Originally posted on Parentous.
Have
you thought about how some people achieve more things in 24hours of a day than
you, how some people cruise through life without cribbing, how some people are
happy even without doing much in 24 hours? The common answer I get, silly albeit,
is that the person is either unmarried or doesn’t have kids. For such I say,
grow up.
Ever
since I became pregnant, I had decided that I would not use my kid as an excuse
to crib or slack. I took a break from every other aspect of my life when my
daughter was born. I wanted to take it slow, but not forever. I had decided
that being a mom would not be my sole identity. I wanted to do a lot with my 24
hours. I knew such a life was going to be stressful.
The
researcher in me awoke - searching the net and real life for inspirations. I
know women who are really ambitious, travel extensively, study after having a
kid, leave kids with parents and work in another city. On the other end, I have
seen women who dedicate themselves to child rearing and home making completely
with satisfaction. I admire those women who smile and live by their decision
confidently.
The
story of my life currently is this. My daughter is now 4 years old, more
demanding than ever. I have a full time job, I exercise, I blog, I read (my
target is usually 20-25 books per year, that is roughly 2 books every month). I
spend a lot of time with friends. I indulge in simple me-time like shopping or
a massage. Adding to the chaos, we have a pet dog. There is another person who
gets a major slice of my time – not to forget my dear, loving husband, who
becomes a child as soon as our daughter gets sick.
Yes, I
have more mature lines on my face now. Yes, I have become thinner and look less
attractive than 5 years ago. But I am happy and that is the key.
These
are the tips that I would give to find the balance in life.
Have a support system:
“Behind every successful woman,
there is another woman - her domestic help”
Have
someone to fall back to – family, friends or hired help. You need a break once
in a while. Besides, doing everything by yourself is the sure-fire way to get
frustrated and look 50 at 30. Hire a part-time domestic help or a nanny. Know
what to give up and when. If you decide to pursue other activities, send your
kids to playschool, as soon as you can. I sent mine at 18 months - for couple
of hours. You both learn to give each other some space early on. Your kid will
get sick more often. This only helps them in building immunity early on. They
fall sick even when you put them to school at 4 years.

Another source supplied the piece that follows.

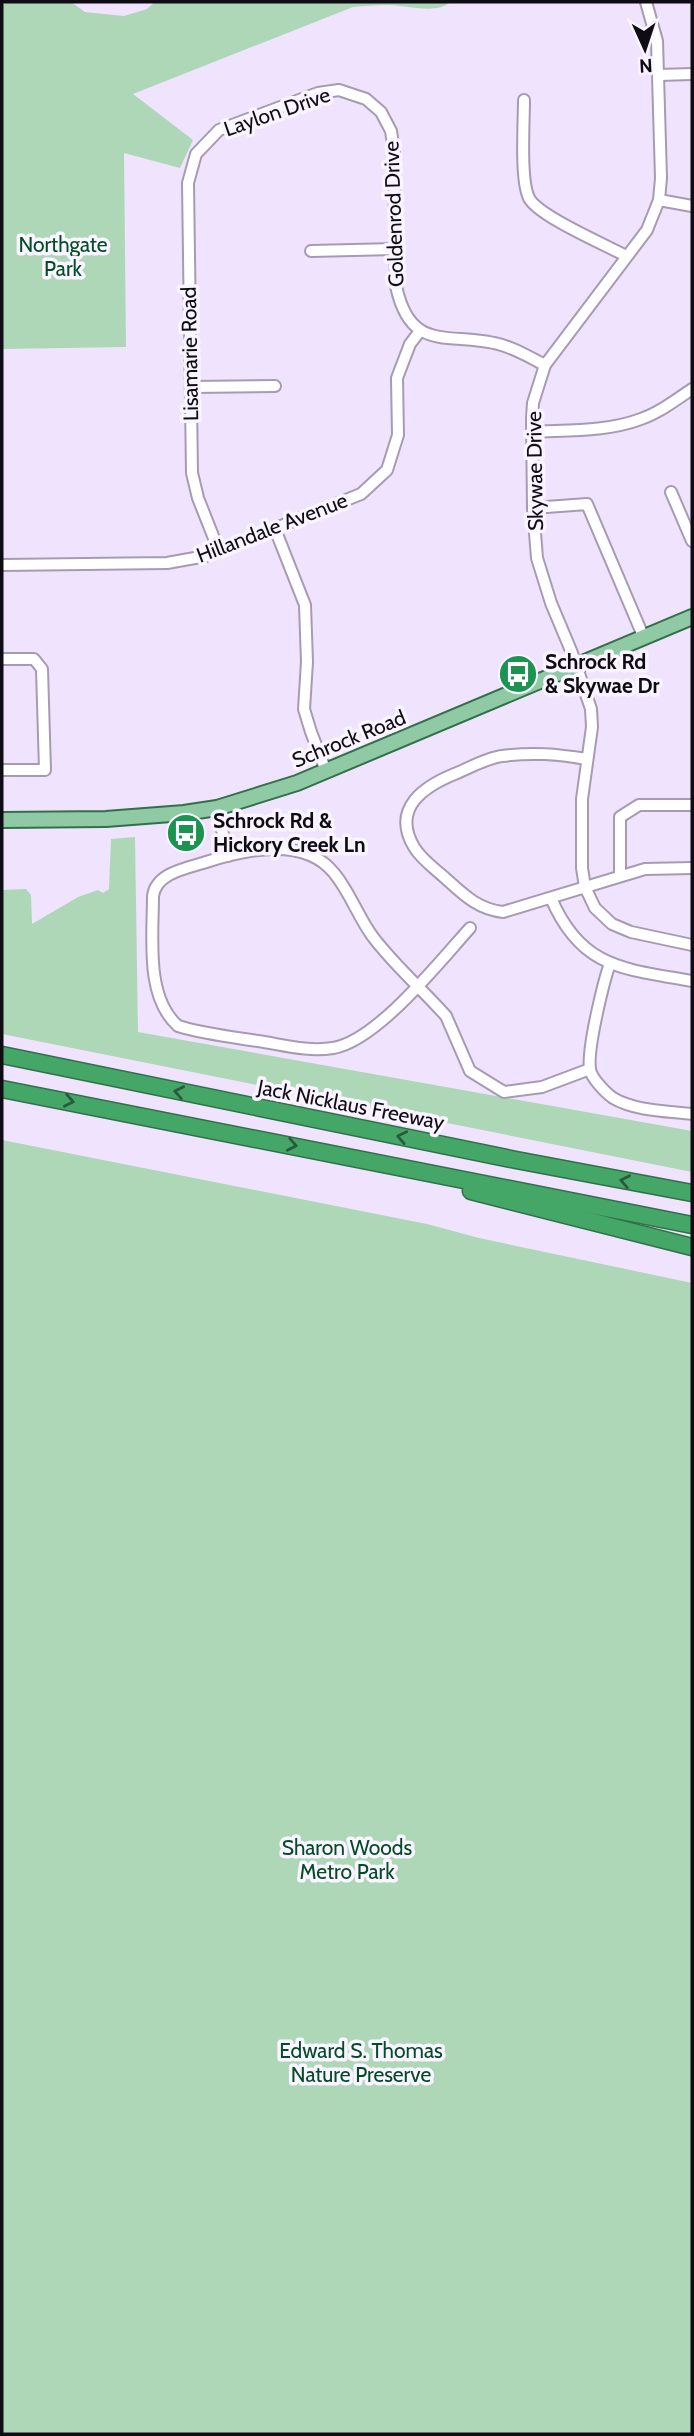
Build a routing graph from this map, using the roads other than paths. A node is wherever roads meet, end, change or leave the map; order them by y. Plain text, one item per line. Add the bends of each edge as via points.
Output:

Get your priorities right:
If you think
you can do it all by yourself, you must be kidding! You are not a super woman. You
can't possibly go to work, cook three meals a day, have a spotless house, not
send your kid to playschool/daycare and have a good night’s sleep – all in one
life. Make a choice and stick to it – go to work or stay at home. Accept the
side-effects of the decision. Whenever you get those infamous guilt attacks,
remind yourself of your priorities.
Don’t blame your husband:
I have
observed this in many Indian families. Indian husbands are breadwinners and
that’s what they do best. Most of the men "help" mothers in child
rearing but they play secondary roles, as backup. The sooner you accept this,
the better it is for you. Our husbands are a lot better than our fathers. We
can leave the kids with them behind for the evening and go on a ladies night
out. But it is still far for Indian men to take 2-3 kids alone to the zoo/water
park, all by themselves. I have not seen such an Indian man, so far!
If it
is of any solace, this generalization can be extended to all Asian families.
Asian women are the primary care givers of their offspring.
Simplify your life:
You
knew this was coming, didn’t you? If you have something to crib about, that
needs to be sorted out. You have to find tips to manage that aspect. God helps those who help themselves. Be
it morning madness, bedtime struggles, irritating co-worker, idle mind or
boredom. Find ways to be happy and productive. Find a hobby, learn a new
activity and give space to each other in every relationship.
I remember
reading this somewhere: "The busy man is never wise and the wise man is never
busy”
Don’t
be too busy to take part in the important things in your life. Take time to
slow down without being stagnant.
Care to share your tips to find the right balance?